Convert just enough to reach the top of your current bracket without entering the next one. For 2026, a single filer with $60,000 taxable income (22% bracket up to $105,700) could convert about $45,700 and stay in the 22% bracket. This calculator shows that headroom.
What are the 2026 federal tax brackets?
Single 2026: 10% to $12,400; 12% to $50,400; 22% to $105,700; 24% to $201,775; 32% to $256,225; 35% to $640,600; 37% above. Married filing jointly brackets are roughly double. Source: IRS Revenue Procedure 2025-32.
Does a Roth conversion affect Medicare premiums (IRMAA) or NIIT?

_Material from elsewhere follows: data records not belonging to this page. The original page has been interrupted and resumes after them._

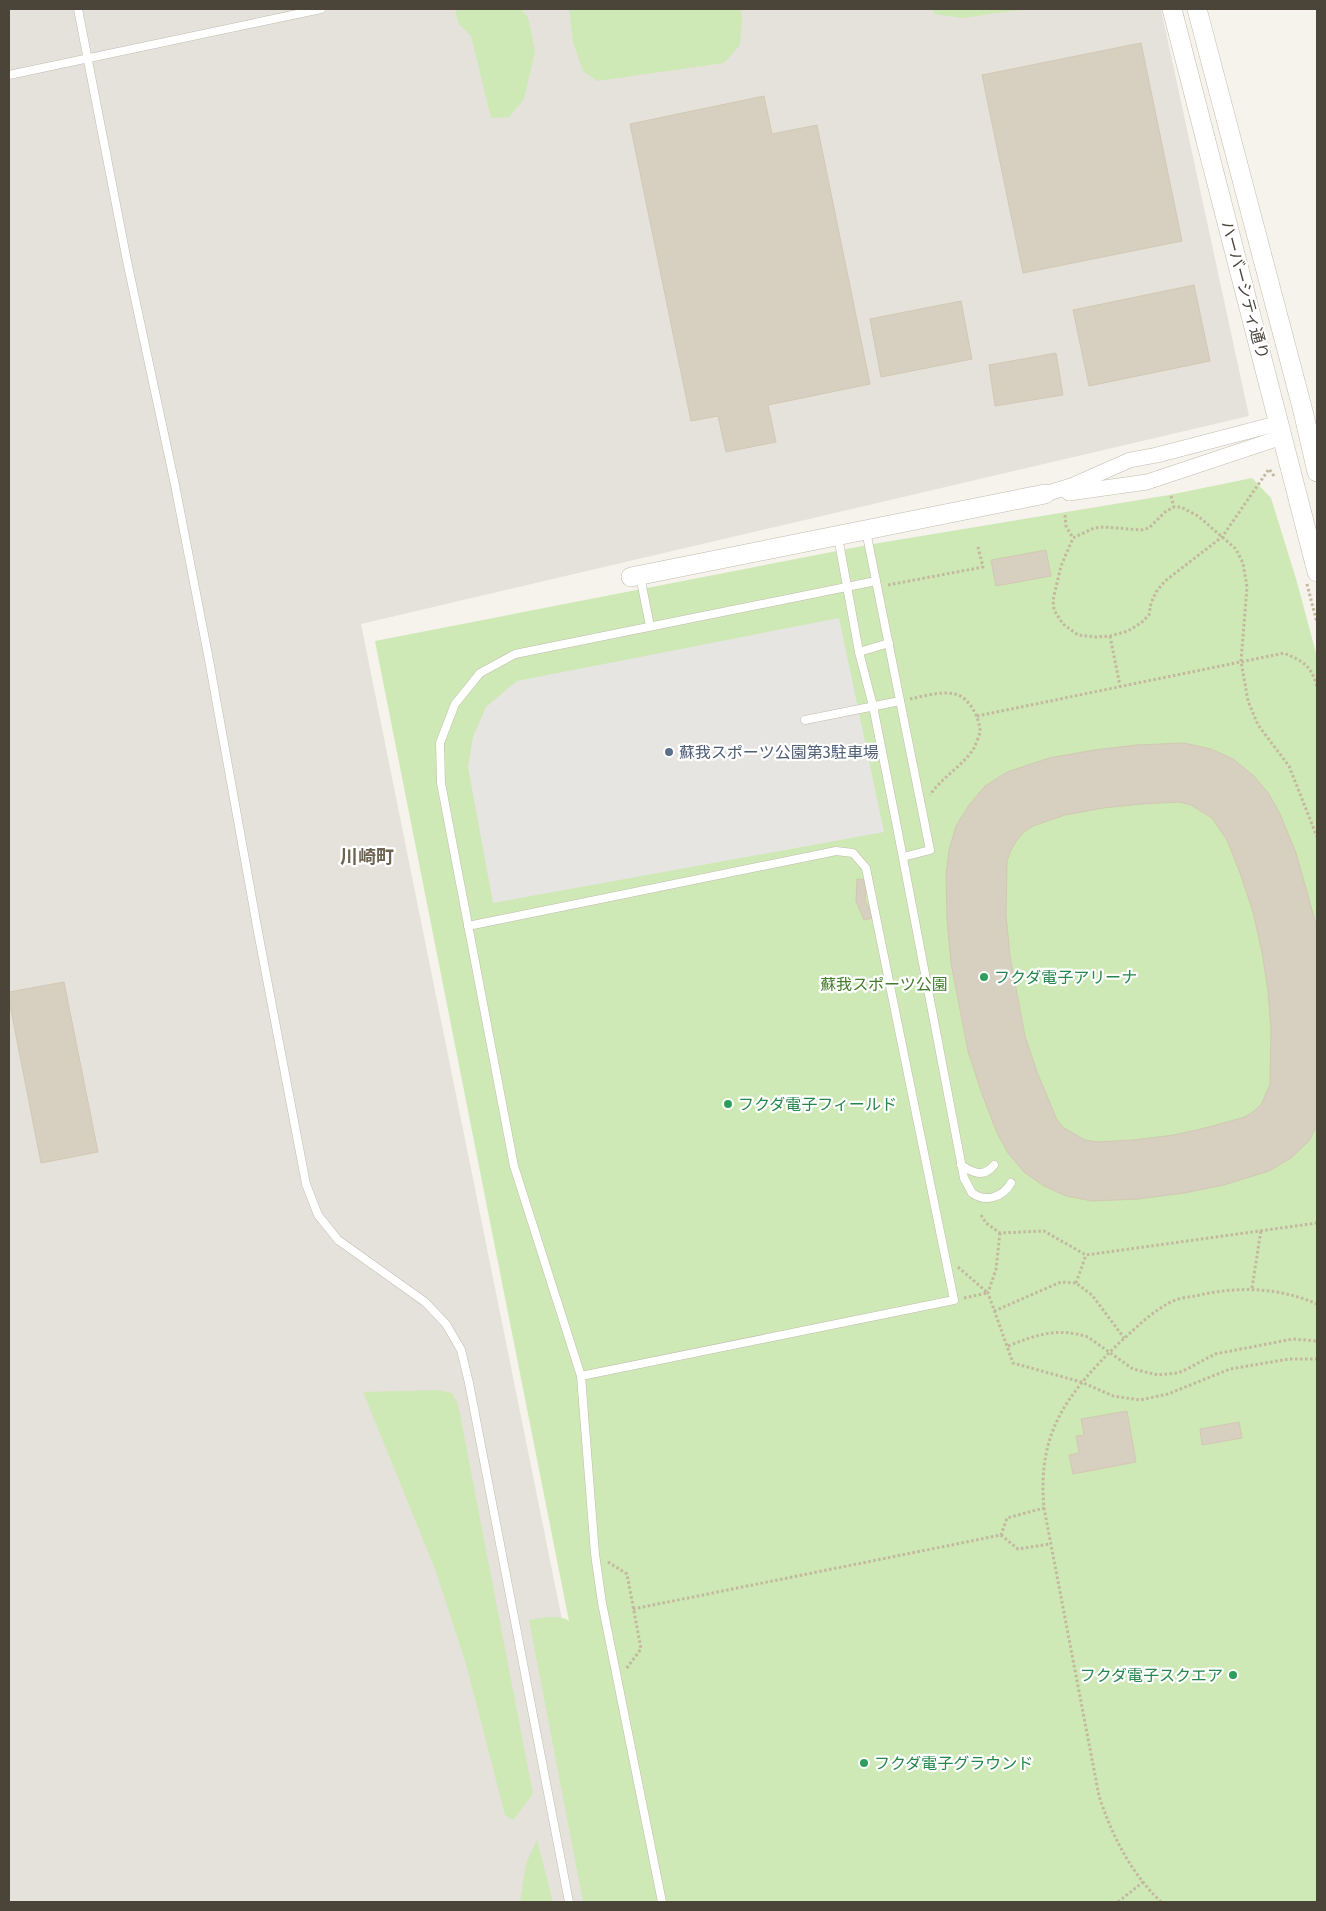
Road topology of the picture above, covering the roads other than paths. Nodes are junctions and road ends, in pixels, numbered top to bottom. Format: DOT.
graph roads {
  1 [pos="78,9"];
  2 [pos="321,9"];
  3 [pos="1172,9"];
  4 [pos="1197,9"];
  5 [pos="87,58"];
  6 [pos="9,75"];
  7 [pos="1310,408"];
  8 [pos="1312,429"];
  9 [pos="1281,430"];
  10 [pos="1130,460"];
  11 [pos="1317,472"];
  12 [pos="1136,484"];
  13 [pos="1045,494"];
  14 [pos="866,530"];
  15 [pos="837,535"];
  16 [pos="1317,572"];
  17 [pos="636,577"];
  18 [pos="877,584"];
  19 [pos="848,587"];
  20 [pos="650,626"];
  21 [pos="889,643"];
  22 [pos="860,652"];
  23 [pos="900,701"];
  24 [pos="874,706"];
  25 [pos="805,720"];
  26 [pos="903,856"];
  27 [pos="468,926"];
  28 [pos="961,1165"];
  29 [pos="994,1165"];
  30 [pos="1011,1183"];
  31 [pos="581,1376"];
  32 [pos="569,1902"];
  33 [pos="662,1902"];
  1 -- 5 [label="lane"];
  2 -- 5 [label="lane"];
  3 -- 9 [label="street, ハーバーシティ通り"];
  4 -- 7 [label="street, ハーバーシティ通り"];
  5 -- 6 [label="lane"];
  5 -- 32 [label="lane"];
  7 -- 8 [label="street, ハーバーシティ通り"];
  7 -- 9 [label="street"];
  8 -- 9 [label="street"];
  8 -- 11 [label="street, ハーバーシティ通り"];
  9 -- 10 [label="street"];
  9 -- 12 [label="street"];
  9 -- 16 [label="street, ハーバーシティ通り"];
  10 -- 12 [label="street"];
  10 -- 13 [label="street"];
  12 -- 13 [label="street"];
  13 -- 14 [label="street"];
  14 -- 15 [label="street"];
  14 -- 18 [label="lane"];
  15 -- 17 [label="street"];
  15 -- 19 [label="lane"];
  17 -- 20 [label="lane"];
  18 -- 19 [label="lane"];
  18 -- 21 [label="lane"];
  19 -- 20 [label="lane"];
  19 -- 22 [label="lane"];
  20 -- 27 [label="lane"];
  21 -- 22 [label="lane"];
  21 -- 23 [label="lane"];
  22 -- 24 [label="lane"];
  23 -- 24 [label="lane"];
  23 -- 26 [label="lane"];
  24 -- 25 [label="lane"];
  24 -- 26 [label="lane"];
  26 -- 28 [label="lane"];
  27 -- 31 [label="lane"];
  27 -- 31 [label="lane"];
  28 -- 29 [label="lane"];
  28 -- 30 [label="lane"];
  31 -- 33 [label="lane"];
}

It can. A conversion raises your modified adjusted gross income, which may increase Medicare Part B and D premiums (IRMAA) about two years later and can affect the 3.8% Net Investment Income Tax and how much Social Security is taxed. This tool estimates federal income tax only.
When does a Roth conversion make sense?
Often in lower-income years — early retirement before Social Security and RMDs, a gap year, or a market dip — when your marginal rate is temporarily low. The idea is to pay tax now at a lower rate than you would later on withdrawals or required minimum distributions.
Should I pay the conversion tax from the IRA or from cash?
Paying from outside cash is usually better, since it lets the full converted amount keep growing tax-free. Paying from the IRA reduces the amount converted and, if you are under 59½, the withheld portion can be a taxable distribution subject to a 10% penalty.